Home Alone


Why do dogs bark, dig holes, attack your garden & grab clothes off the line?

Generally, it’s because they’re bored and you need to improve the quality of their living environment.

Young dogs that display these behaviours will eventually mature and ‘out-grow’ the need to be destructive. Older dogs that still exhibit these behaviours are generally either very slow to mature, they’re bored or they’re attention seekers.

Either way, it’s extremely annoying!! So what are your options?

Perhaps these suggestions may help:

  • Place a radio in the garage or close to the dog’s living quarters. Voices and soft music can provide some company for the dog while you’re away. Avoid loud pop music as high pitched sounds may trigger the dog to start barking.
  • Consider buying a treat ball or Kong ball available at retail stores. These get filled with tasty treats and are designed to challenge the dog to get food out of the ball or Kong.
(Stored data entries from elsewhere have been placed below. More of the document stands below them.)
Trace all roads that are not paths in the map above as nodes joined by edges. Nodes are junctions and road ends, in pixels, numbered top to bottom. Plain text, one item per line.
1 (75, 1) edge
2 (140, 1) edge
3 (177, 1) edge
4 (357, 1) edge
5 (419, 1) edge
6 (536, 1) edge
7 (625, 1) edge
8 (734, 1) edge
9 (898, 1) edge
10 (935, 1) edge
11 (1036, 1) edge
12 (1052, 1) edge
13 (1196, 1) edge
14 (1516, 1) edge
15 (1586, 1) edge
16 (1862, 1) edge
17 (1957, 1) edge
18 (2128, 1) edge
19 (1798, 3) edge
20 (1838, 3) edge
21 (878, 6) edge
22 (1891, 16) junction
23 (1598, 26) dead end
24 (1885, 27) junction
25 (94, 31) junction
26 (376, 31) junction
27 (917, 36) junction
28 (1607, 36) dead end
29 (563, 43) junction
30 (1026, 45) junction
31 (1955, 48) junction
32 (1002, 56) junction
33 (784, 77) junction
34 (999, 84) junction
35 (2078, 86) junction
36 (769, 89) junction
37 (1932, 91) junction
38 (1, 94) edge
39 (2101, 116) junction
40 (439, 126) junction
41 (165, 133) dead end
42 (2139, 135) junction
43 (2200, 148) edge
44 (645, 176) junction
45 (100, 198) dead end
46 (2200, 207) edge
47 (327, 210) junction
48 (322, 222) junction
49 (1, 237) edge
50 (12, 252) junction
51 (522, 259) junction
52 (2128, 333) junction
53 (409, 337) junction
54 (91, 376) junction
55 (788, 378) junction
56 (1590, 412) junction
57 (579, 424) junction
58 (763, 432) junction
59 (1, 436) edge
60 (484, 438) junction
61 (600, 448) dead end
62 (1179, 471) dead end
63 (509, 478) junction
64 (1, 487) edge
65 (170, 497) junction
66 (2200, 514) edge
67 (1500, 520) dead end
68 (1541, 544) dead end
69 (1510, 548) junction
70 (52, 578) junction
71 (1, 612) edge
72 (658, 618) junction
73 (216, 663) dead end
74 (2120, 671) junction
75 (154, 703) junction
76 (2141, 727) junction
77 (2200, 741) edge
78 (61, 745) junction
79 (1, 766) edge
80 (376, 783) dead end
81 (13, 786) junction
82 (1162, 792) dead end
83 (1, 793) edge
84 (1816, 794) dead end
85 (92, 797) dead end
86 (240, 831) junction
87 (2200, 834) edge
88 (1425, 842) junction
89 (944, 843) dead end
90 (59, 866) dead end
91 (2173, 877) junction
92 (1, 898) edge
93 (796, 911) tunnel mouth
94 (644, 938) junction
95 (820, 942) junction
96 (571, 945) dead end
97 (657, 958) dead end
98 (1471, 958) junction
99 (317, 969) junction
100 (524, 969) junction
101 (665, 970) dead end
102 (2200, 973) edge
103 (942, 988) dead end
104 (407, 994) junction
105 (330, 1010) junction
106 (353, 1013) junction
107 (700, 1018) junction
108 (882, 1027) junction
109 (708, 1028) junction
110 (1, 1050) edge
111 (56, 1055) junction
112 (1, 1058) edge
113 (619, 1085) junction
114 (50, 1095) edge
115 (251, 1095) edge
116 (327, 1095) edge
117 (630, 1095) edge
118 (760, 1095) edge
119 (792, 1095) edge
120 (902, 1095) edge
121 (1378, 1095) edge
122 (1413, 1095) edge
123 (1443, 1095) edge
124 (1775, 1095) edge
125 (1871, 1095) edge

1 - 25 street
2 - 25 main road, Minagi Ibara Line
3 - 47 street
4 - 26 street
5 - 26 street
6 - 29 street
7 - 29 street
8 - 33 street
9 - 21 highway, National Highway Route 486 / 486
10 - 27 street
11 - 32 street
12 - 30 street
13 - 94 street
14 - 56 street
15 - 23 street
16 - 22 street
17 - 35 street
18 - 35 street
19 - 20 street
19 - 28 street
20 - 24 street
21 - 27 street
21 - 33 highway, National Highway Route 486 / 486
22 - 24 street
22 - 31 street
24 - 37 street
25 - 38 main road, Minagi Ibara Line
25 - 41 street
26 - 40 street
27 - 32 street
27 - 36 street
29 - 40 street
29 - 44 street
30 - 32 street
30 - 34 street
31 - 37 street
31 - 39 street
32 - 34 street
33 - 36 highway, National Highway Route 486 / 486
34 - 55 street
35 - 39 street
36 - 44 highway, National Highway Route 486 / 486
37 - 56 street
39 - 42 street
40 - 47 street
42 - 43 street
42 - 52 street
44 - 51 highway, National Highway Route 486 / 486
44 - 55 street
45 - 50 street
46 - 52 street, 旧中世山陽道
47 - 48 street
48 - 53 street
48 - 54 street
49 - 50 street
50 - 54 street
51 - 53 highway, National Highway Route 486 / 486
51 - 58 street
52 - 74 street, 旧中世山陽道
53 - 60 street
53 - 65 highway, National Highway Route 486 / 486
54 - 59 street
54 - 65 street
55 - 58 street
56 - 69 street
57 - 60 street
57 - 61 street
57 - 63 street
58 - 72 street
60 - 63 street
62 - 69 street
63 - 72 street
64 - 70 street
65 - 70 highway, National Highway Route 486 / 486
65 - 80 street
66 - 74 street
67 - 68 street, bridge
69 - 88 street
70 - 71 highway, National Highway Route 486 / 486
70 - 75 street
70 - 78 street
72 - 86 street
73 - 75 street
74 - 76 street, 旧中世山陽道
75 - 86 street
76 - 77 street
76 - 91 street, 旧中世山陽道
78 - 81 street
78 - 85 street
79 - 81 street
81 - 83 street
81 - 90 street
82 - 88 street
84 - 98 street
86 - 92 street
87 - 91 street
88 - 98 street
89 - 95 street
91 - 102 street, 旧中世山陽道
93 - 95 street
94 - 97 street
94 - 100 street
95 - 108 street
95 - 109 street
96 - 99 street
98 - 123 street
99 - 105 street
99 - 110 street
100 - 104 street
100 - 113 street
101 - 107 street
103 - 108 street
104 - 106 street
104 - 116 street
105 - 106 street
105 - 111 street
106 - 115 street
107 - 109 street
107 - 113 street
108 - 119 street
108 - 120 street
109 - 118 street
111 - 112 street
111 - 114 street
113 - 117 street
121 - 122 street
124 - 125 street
It’s a great distraction for your dog and will keep him occupied for hours. There are many other toys available for bored canines, so get down to your local store and speak to the proprietor about their range of toys and distraction items.
  • Purchase a large meaty marrow bone and do not feed the dog the night before you have to leave him. If the dog is hungry, the bone will keep him occupied for hours. If the dog buries the bone just drill a hole through the bone, attach a strong rope/cord and secure the bone-on-a rope to the base of an upright post.
  • In addition, consider feeding your dog its main meal in the morning instead of night-time. A full belly may help the dog relax and sleep for many hours after you leave the house.
  • A tug toy suspended at HEAD HEIGHT from a tree or pergola post (not the clothes line) is great fun for an active dog. Toys are only stimulating if they move. A suspended toy will move freely all the time.
  • Do not leave an unsupervised dog in the backyard with clothes on the line. The human odour embedded in the clothes, the movement of the clothes in the wind and the height above the ground all adds-up to an unbelievably attractive target for the bored dog. When at home with your dog, use obedience training to teach him not to touch the clothing on the line.
  • If you’re contemplating purchasing a second dog as a companion, seek the advice of a professional dog trainer to assess both your dog’s temperament and the temperament of the new candidate. Selecting the wrong temperament of dog as a companion, may mean you double your problems, not solve them.
  • If your dog is shy, lacks self-confidence and becomes anxious when you leave the house, then start crate training exercises (read the Crate Training article). Correctly introduced, a crate becomes an incredibly secure ‘den’ where your dog can retreat/hide to escape the world. This provides your dog with a safe behaviour option instead of barking, trying to escape the yard, digging or general destructiveness.
  • Set up a play group with your family or friends. A group of dogs can be brought to one person’s home for the play-group ‘meeting’. The next day, this dog play-group meets at another person’s home. And so the rotation continues…. Dogs get to socialise in new environments and owners get free time during the day. Perfect!
  • Have a trusted family member, friend or professional dog-walker take your dog for a regular walk during the day. Or consider taking your dog to a “Doggie Day-Care Centre” (if you have one nearby) but remember to ask to see their Public Liability insurance policy to check what it covers and therefore what claims can be made in the event of an accident.
  • Spend quality time with your dog. The most important consideration is to make your dog really tired, both physically and mentally before you leave the house. Walking is great physical exercise for your dog, but it doesn’t really exercise the brain. Your dog needs mental exercise. Start some obedience training while you’re out walking, start some “tricks” training, start “hunting games” in your backyard (searching for food you have randomly dropped all over the place), tug-of-war games or start ball retrieving training. Anything that will help your dog to relax due to physical & mental exhaustion. All of these activities will challenge your dog’s mental capacities and teach you a lot about your dog’s temperament. Any constructive exercise will instantly improve the bond with your dog and this builds respect.
  • Dogs that Bark: barking is not bad behaviour, it’s a dog’s instinctive means of communication. If a dog has nothing to do for 8 hours a day then destructiveness or constant barking are 2 of the most common outcomes. It’s essential that we provide a stimulating home environment for the dog by considering the dog’s needs. All of the suggestions listed above may help, but if these measures have not worked, then there are 2 other options to consider: a ‘No-Bark’ collar or a HUSHER bark muzzle. There are many types of No-Bark collars available so consult a professional trainer or veterinarian to assess your dog’s temperament and confirm if this device is suitable. Alternatively, search for ‘Husher’ muzzles on the internet (www.husher.com.au), they’re a great non-invasive device and really work.

Get involved with your dog, don’t leave him in the backyard to amuse himself because he will!!